Ce fut le signal d'une débandade. Seuls, les plus résolus demeurèrent.

— Entrons! Il faut savoir!! prononça Jean Coz. Peut-être Glaouier a-t-il imaginé de nous mystifier tous, et non plus seulement Anton L'Hégaret. Il est de force à cela.

Ce fut une irruption dans la chambre.

Mais, dès les premiers pas, les « apprentis-prêtres» restèrent cloués sur place par l'épouvante.

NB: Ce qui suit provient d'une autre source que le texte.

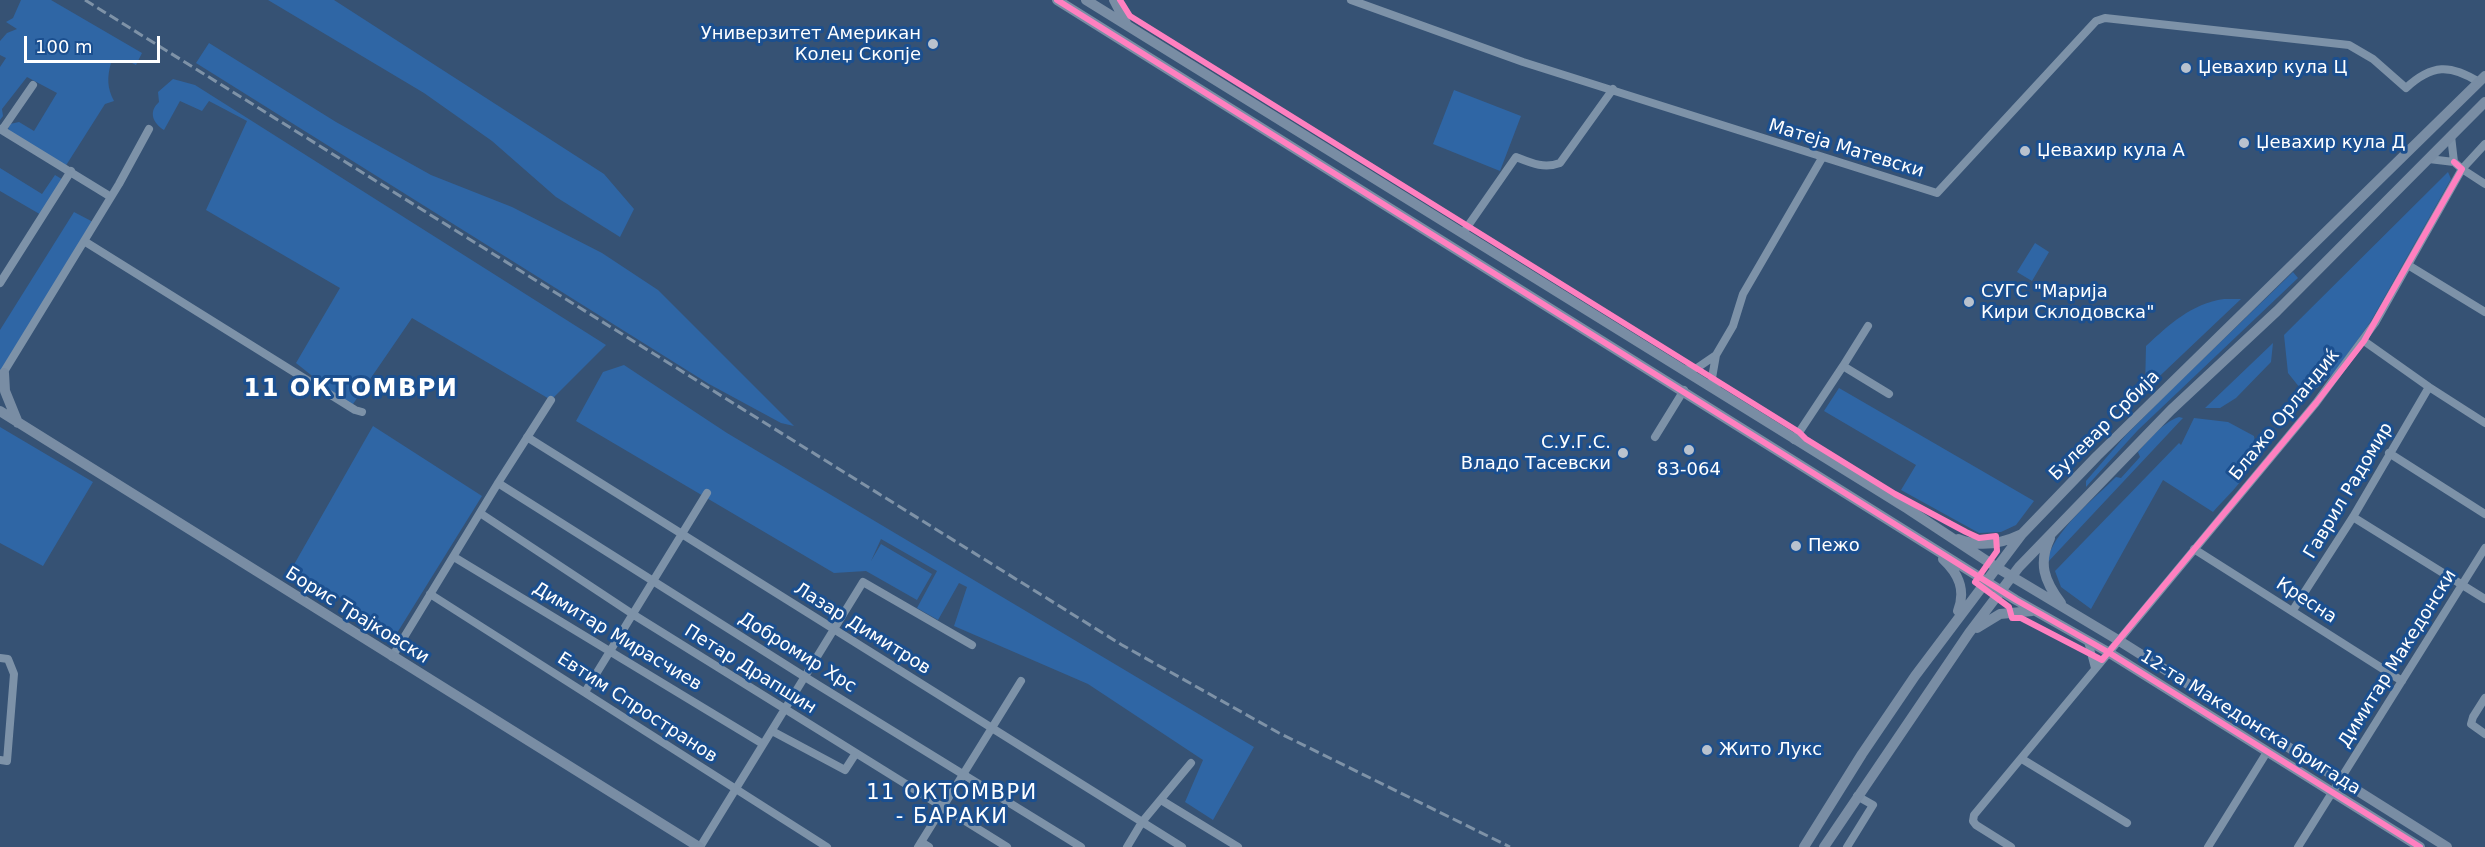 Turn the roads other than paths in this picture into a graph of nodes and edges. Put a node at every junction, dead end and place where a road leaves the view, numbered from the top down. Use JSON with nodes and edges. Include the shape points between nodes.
{"nodes":[{"id":1,"x":1057,"y":0,"type":"edge"},
{"id":2,"x":1086,"y":0,"type":"edge"},
{"id":3,"x":1114,"y":0,"type":"edge"},
{"id":4,"x":1351,"y":0,"type":"edge"},
{"id":5,"x":1077,"y":13,"type":"junction"},
{"id":6,"x":1126,"y":23,"type":"junction"},
{"id":7,"x":2482,"y":79,"type":"edge"},
{"id":8,"x":33,"y":85,"type":"dead end"},
{"id":9,"x":1613,"y":89,"type":"junction"},
{"id":10,"x":2485,"y":102,"type":"edge"},
{"id":11,"x":1,"y":129,"type":"edge"},
{"id":12,"x":149,"y":129,"type":"dead end"},
{"id":13,"x":2451,"y":136,"type":"junction"},
{"id":14,"x":2485,"y":144,"type":"edge"},
{"id":15,"x":1822,"y":158,"type":"junction"},
{"id":16,"x":2429,"y":159,"type":"junction"},
{"id":17,"x":2454,"y":162,"type":"junction"},
{"id":18,"x":2462,"y":169,"type":"junction"},
{"id":19,"x":71,"y":171,"type":"junction"},
{"id":20,"x":2485,"y":183,"type":"edge"},
{"id":21,"x":111,"y":197,"type":"junction"},
{"id":22,"x":1463,"y":233,"type":"junction"},
{"id":23,"x":84,"y":241,"type":"junction"},
{"id":24,"x":2408,"y":265,"type":"junction"},
{"id":25,"x":3,"y":273,"type":"edge"},
{"id":26,"x":0,"y":283,"type":"edge"},
{"id":27,"x":2485,"y":312,"type":"edge"},
{"id":28,"x":1868,"y":326,"type":"dead end"},
{"id":29,"x":2364,"y":340,"type":"junction"},
{"id":30,"x":1716,"y":356,"type":"junction"},
{"id":31,"x":1843,"y":366,"type":"junction"},
{"id":32,"x":1683,"y":370,"type":"junction"},
{"id":33,"x":2,"y":376,"type":"edge"},
{"id":34,"x":2429,"y":387,"type":"junction"},
{"id":35,"x":1684,"y":390,"type":"junction"},
{"id":36,"x":1719,"y":393,"type":"junction"},
{"id":37,"x":1889,"y":394,"type":"dead end"},
{"id":38,"x":551,"y":400,"type":"dead end"},
{"id":39,"x":0,"y":411,"type":"edge"},
{"id":40,"x":362,"y":412,"type":"dead end"},
{"id":41,"x":18,"y":423,"type":"junction"},
{"id":42,"x":2485,"y":423,"type":"edge"},
{"id":43,"x":526,"y":437,"type":"junction"},
{"id":44,"x":1655,"y":437,"type":"dead end"},
{"id":45,"x":1794,"y":440,"type":"junction"},
{"id":46,"x":2389,"y":453,"type":"junction"},
{"id":47,"x":498,"y":483,"type":"junction"},
{"id":48,"x":707,"y":493,"type":"dead end"},
{"id":49,"x":480,"y":513,"type":"junction"},
{"id":50,"x":2485,"y":514,"type":"edge"},
{"id":51,"x":2353,"y":516,"type":"junction"},
{"id":52,"x":2055,"y":528,"type":"junction"},
{"id":53,"x":1942,"y":532,"type":"junction"},
{"id":54,"x":682,"y":533,"type":"junction"},
{"id":55,"x":2022,"y":534,"type":"junction"},
{"id":56,"x":1930,"y":546,"type":"junction"},
{"id":57,"x":2485,"y":548,"type":"edge"},
{"id":58,"x":2194,"y":549,"type":"junction"},
{"id":59,"x":454,"y":557,"type":"junction"},
{"id":60,"x":1996,"y":567,"type":"junction"},
{"id":61,"x":2011,"y":577,"type":"junction"},
{"id":62,"x":1985,"y":580,"type":"junction"},
{"id":63,"x":653,"y":581,"type":"junction"},
{"id":64,"x":2462,"y":584,"type":"junction"},
{"id":65,"x":2001,"y":590,"type":"junction"},
{"id":66,"x":430,"y":594,"type":"junction"},
{"id":67,"x":2485,"y":599,"type":"edge"},
{"id":68,"x":2064,"y":608,"type":"junction"},
{"id":69,"x":2293,"y":610,"type":"junction"},
{"id":70,"x":2036,"y":612,"type":"junction"},
{"id":71,"x":633,"y":615,"type":"junction"},
{"id":72,"x":1954,"y":622,"type":"junction"},
{"id":73,"x":834,"y":630,"type":"junction"},
{"id":74,"x":1969,"y":633,"type":"junction"},
{"id":75,"x":2118,"y":640,"type":"junction"},
{"id":76,"x":2088,"y":641,"type":"junction"},
{"id":77,"x":972,"y":645,"type":"dead end"},
{"id":78,"x":611,"y":650,"type":"junction"},
{"id":79,"x":2108,"y":652,"type":"junction"},
{"id":80,"x":392,"y":657,"type":"junction"},
{"id":81,"x":4,"y":658,"type":"edge"},
{"id":82,"x":2096,"y":668,"type":"junction"},
{"id":83,"x":805,"y":677,"type":"junction"},
{"id":84,"x":1021,"y":681,"type":"dead end"},
{"id":85,"x":2402,"y":681,"type":"junction"},
{"id":86,"x":585,"y":692,"type":"junction"},
{"id":87,"x":2485,"y":698,"type":"edge"},
{"id":88,"x":785,"y":709,"type":"junction"},
{"id":89,"x":990,"y":728,"type":"junction"},
{"id":90,"x":772,"y":730,"type":"junction"},
{"id":91,"x":2485,"y":734,"type":"edge"},
{"id":92,"x":764,"y":744,"type":"junction"},
{"id":93,"x":2267,"y":752,"type":"junction"},
{"id":94,"x":856,"y":753,"type":"junction"},
{"id":95,"x":2022,"y":759,"type":"junction"},
{"id":96,"x":0,"y":760,"type":"edge"},
{"id":97,"x":1191,"y":763,"type":"dead end"},
{"id":98,"x":963,"y":773,"type":"junction"},
{"id":99,"x":2339,"y":780,"type":"junction"},
{"id":100,"x":735,"y":790,"type":"junction"},
{"id":101,"x":2332,"y":792,"type":"junction"},
{"id":102,"x":1857,"y":796,"type":"junction"},
{"id":103,"x":1161,"y":800,"type":"junction"},
{"id":104,"x":943,"y":806,"type":"junction"},
{"id":105,"x":1142,"y":822,"type":"junction"},
{"id":106,"x":2127,"y":823,"type":"dead end"},
{"id":107,"x":919,"y":844,"type":"edge"},
{"id":108,"x":699,"y":847,"type":"edge"},
{"id":109,"x":827,"y":847,"type":"edge"},
{"id":110,"x":929,"y":847,"type":"edge"},
{"id":111,"x":1007,"y":847,"type":"edge"},
{"id":112,"x":1081,"y":847,"type":"edge"},
{"id":113,"x":1127,"y":847,"type":"edge"},
{"id":114,"x":1182,"y":847,"type":"edge"},
{"id":115,"x":1238,"y":847,"type":"edge"},
{"id":116,"x":1804,"y":847,"type":"edge"},
{"id":117,"x":1824,"y":847,"type":"edge"},
{"id":118,"x":1846,"y":847,"type":"edge"},
{"id":119,"x":2011,"y":847,"type":"edge"},
{"id":120,"x":2208,"y":847,"type":"edge"},
{"id":121,"x":2298,"y":847,"type":"edge"},
{"id":122,"x":2420,"y":847,"type":"edge"},
{"id":123,"x":2447,"y":847,"type":"edge"}],
"edges":[{"from":1,"to":5,"type":"street"},
{"from":2,"to":5,"type":"street"},
{"from":2,"to":6,"type":"street"},
{"from":3,"to":6,"type":"street"},
{"from":4,"to":9,"type":"street","name":"Матеја Матевски","via":[[1523,62]]},
{"from":5,"to":35,"type":"street"},
{"from":6,"to":22,"type":"street"},
{"from":7,"to":15,"type":"street","name":"Матеја Матевски","via":[[2443,68],[2420,75],[2406,88],[2373,59],[2349,45],[2105,18],[2096,21],[1937,194]]},
{"from":7,"to":55,"type":"street","name":"Булевар Србија"},
{"from":8,"to":11,"type":"street"},
{"from":9,"to":15,"type":"street","name":"Матеја Матевски"},
{"from":9,"to":22,"type":"street","via":[[1560,163],[1538,165],[1516,157]]},
{"from":10,"to":13,"type":"street","name":"Булевар Србија"},
{"from":11,"to":19,"type":"street"},
{"from":12,"to":21,"type":"street"},
{"from":13,"to":16,"type":"street","name":"Булевар Србија"},
{"from":13,"to":17,"type":"street"},
{"from":14,"to":18,"type":"street","name":"Блажо Орландиќ"},
{"from":15,"to":30,"type":"street","via":[[1747,286],[1733,326]]},
{"from":16,"to":17,"type":"street"},
{"from":16,"to":52,"type":"street","name":"Булевар Србија"},
{"from":17,"to":18,"type":"street"},
{"from":18,"to":20,"type":"street"},
{"from":18,"to":24,"type":"street","name":"Блажо Орландиќ"},
{"from":19,"to":21,"type":"street"},
{"from":19,"to":25,"type":"street"},
{"from":21,"to":23,"type":"street"},
{"from":22,"to":32,"type":"street"},
{"from":23,"to":33,"type":"street"},
{"from":23,"to":40,"type":"street"},
{"from":24,"to":27,"type":"street"},
{"from":24,"to":29,"type":"street","name":"Блажо Орландиќ"},
{"from":25,"to":26,"type":"street"},
{"from":28,"to":31,"type":"street"},
{"from":29,"to":34,"type":"street"},
{"from":29,"to":58,"type":"street","name":"Блажо Орландиќ"},
{"from":30,"to":32,"type":"street","via":[[1697,368]]},
{"from":30,"to":36,"type":"street","via":[[1712,378]]},
{"from":31,"to":37,"type":"street"},
{"from":31,"to":45,"type":"street"},
{"from":32,"to":36,"type":"street"},
{"from":33,"to":41,"type":"street"},
{"from":34,"to":42,"type":"street"},
{"from":34,"to":46,"type":"street","name":"Гаврил Радомир"},
{"from":35,"to":44,"type":"street"},
{"from":35,"to":56,"type":"street"},
{"from":36,"to":45,"type":"street"},
{"from":38,"to":43,"type":"street"},
{"from":39,"to":41,"type":"street","name":"Борис Трајковски"},
{"from":41,"to":80,"type":"street","name":"Борис Трајковски"},
{"from":43,"to":47,"type":"street"},
{"from":43,"to":54,"type":"street","name":"Лазар Димитров"},
{"from":45,"to":53,"type":"street"},
{"from":46,"to":50,"type":"street"},
{"from":46,"to":51,"type":"street","name":"Гаврил Радомир"},
{"from":47,"to":49,"type":"street"},
{"from":47,"to":63,"type":"street","name":"Добромир Хрс"},
{"from":48,"to":54,"type":"street"},
{"from":49,"to":59,"type":"street"},
{"from":49,"to":71,"type":"street","name":"Петар Драпшин"},
{"from":51,"to":64,"type":"street"},
{"from":51,"to":69,"type":"street","name":"Гаврил Радомир"},
{"from":52,"to":61,"type":"street","name":"Булевар Србија"},
{"from":52,"to":68,"type":"street","via":[[2043,566],[2048,584]]},
{"from":53,"to":55,"type":"street","via":[[1975,543],[1996,543]]},
{"from":53,"to":60,"type":"street","name":"12-та Македонска бригада"},
{"from":54,"to":63,"type":"street"},
{"from":54,"to":73,"type":"street","name":"Лазар Димитров"},
{"from":55,"to":60,"type":"street","name":"Булевар Србија"},
{"from":56,"to":62,"type":"street","name":"12-та Македонска бригада"},
{"from":56,"to":72,"type":"street","via":[[1953,569],[1961,584],[1962,600]]},
{"from":57,"to":64,"type":"street","name":"Димитар Македонски"},
{"from":58,"to":69,"type":"street","name":"Кресна"},
{"from":58,"to":75,"type":"street","name":"Блажо Орландиќ"},
{"from":59,"to":66,"type":"street"},
{"from":59,"to":78,"type":"street","name":"Димитар Мирасчиев"},
{"from":60,"to":61,"type":"street","name":"12-та Македонска бригада"},
{"from":60,"to":62,"type":"street","name":"Булевар Србија"},
{"from":61,"to":65,"type":"street","name":"Булевар Србија"},
{"from":61,"to":68,"type":"street","name":"12-та Македонска бригада"},
{"from":62,"to":65,"type":"street","name":"12-та Македонска бригада"},
{"from":62,"to":72,"type":"street","name":"Булевар Србија"},
{"from":63,"to":71,"type":"street"},
{"from":63,"to":83,"type":"street","name":"Добромир Хрс"},
{"from":64,"to":67,"type":"street"},
{"from":64,"to":85,"type":"street","name":"Димитар Македонски"},
{"from":65,"to":70,"type":"street","name":"12-та Македонска бригада"},
{"from":65,"to":74,"type":"street","name":"Булевар Србија"},
{"from":66,"to":80,"type":"street"},
{"from":66,"to":86,"type":"street","name":"Евтим Спространов"},
{"from":68,"to":75,"type":"street","name":"12-та Македонска бригада"},
{"from":69,"to":85,"type":"street","name":"Кресна"},
{"from":70,"to":74,"type":"street","via":[[2000,614]]},
{"from":70,"to":76,"type":"street","name":"12-та Македонска бригада"},
{"from":71,"to":78,"type":"street"},
{"from":71,"to":88,"type":"street","name":"Петар Драпшин"},
{"from":72,"to":116,"type":"street","name":"Булевар Србија","via":[[1862,754]]},
{"from":73,"to":77,"type":"street","via":[[863,582]]},
{"from":73,"to":83,"type":"street"},
{"from":73,"to":89,"type":"street","name":"Лазар Димитров"},
{"from":74,"to":102,"type":"street","name":"Булевар Србија"},
{"from":75,"to":79,"type":"street","name":"Блажо Орландиќ"},
{"from":75,"to":99,"type":"street","name":"12-та Македонска бригада"},
{"from":76,"to":79,"type":"street","name":"12-та Македонска бригада"},
{"from":76,"to":82,"type":"street"},
{"from":78,"to":86,"type":"street"},
{"from":78,"to":92,"type":"street","name":"Димитар Мирасчиев"},
{"from":79,"to":82,"type":"street","name":"Блажо Орландиќ"},
{"from":79,"to":93,"type":"street","name":"12-та Македонска бригада"},
{"from":80,"to":108,"type":"street","name":"Борис Трајковски"},
{"from":81,"to":96,"type":"street","via":[[14,674],[7,761]]},
{"from":82,"to":95,"type":"street","name":"Блажо Орландиќ"},
{"from":83,"to":88,"type":"street"},
{"from":83,"to":98,"type":"street","name":"Добромир Хрс"},
{"from":84,"to":89,"type":"street"},
{"from":85,"to":99,"type":"street","name":"Димитар Македонски"},
{"from":86,"to":100,"type":"street","name":"Евтим Спространов"},
{"from":87,"to":91,"type":"street","via":[[2471,724]]},
{"from":88,"to":90,"type":"street"},
{"from":88,"to":94,"type":"street","name":"Петар Драпшин"},
{"from":89,"to":98,"type":"street"},
{"from":89,"to":105,"type":"street","name":"Лазар Димитров"},
{"from":90,"to":92,"type":"street"},
{"from":90,"to":94,"type":"street","via":[[845,770]]},
{"from":92,"to":100,"type":"street"},
{"from":93,"to":101,"type":"street","name":"12-та Македонска бригада"},
{"from":93,"to":120,"type":"street"},
{"from":94,"to":104,"type":"street","name":"Петар Драпшин"},
{"from":95,"to":106,"type":"street"},
{"from":95,"to":119,"type":"street","name":"Блажо Орландиќ","via":[[1973,821]]},
{"from":97,"to":103,"type":"street"},
{"from":98,"to":104,"type":"street"},
{"from":98,"to":112,"type":"street","name":"Добромир Хрс"},
{"from":99,"to":101,"type":"street","name":"Димитар Македонски"},
{"from":99,"to":123,"type":"street","name":"12-та Македонска бригада"},
{"from":100,"to":108,"type":"street"},
{"from":100,"to":109,"type":"street","name":"Евтим Спространов"},
{"from":101,"to":121,"type":"street","name":"Димитар Македонски"},
{"from":101,"to":122,"type":"street","name":"12-та Македонска бригада"},
{"from":102,"to":117,"type":"street","name":"Булевар Србија"},
{"from":102,"to":118,"type":"street","via":[[1873,805]]},
{"from":103,"to":105,"type":"street"},
{"from":103,"to":115,"type":"street"},
{"from":104,"to":107,"type":"street"},
{"from":104,"to":111,"type":"street","name":"Петар Драпшин"},
{"from":105,"to":113,"type":"street"},
{"from":105,"to":114,"type":"street","name":"Лазар Димитров"},
{"from":107,"to":110,"type":"street"}]}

Le visage de Glaouier était jaune comme cire. Ses yeux étaient convulsés et fixes. Le souffle de l'Ankou avait terni son regard. L'âme, pour s'échapper, avait écarté les lèvres. On ne voyait plus entre les dents blanches qu'un trou béant, un creux noir et sinistre.

— Le malheureux ! s'écrièrent d'une commune voix les étudiants, il est mort, il est réellement mort!

— Jean Coz ne vous l'avait-il donc pas dit ? interrogea tranquillement l'idiot 1.

(Conté par Catherine Carvennec. — Port-Blanc.)

1. C'est peut-être en traduisant cette légende que j'ai le plus vivement senti l'impossibilité presque absolue de faire passer dans la phrase française quelque chose de l'horreur tragiqu e que distille à chaque mot le récit breton. Catherine Carvennec a la voix mélodieuse et lente. Elle nous racontait ce qui précède avec une aisance tranquillej comme s'il se fût agi d'un événement très ordinaire.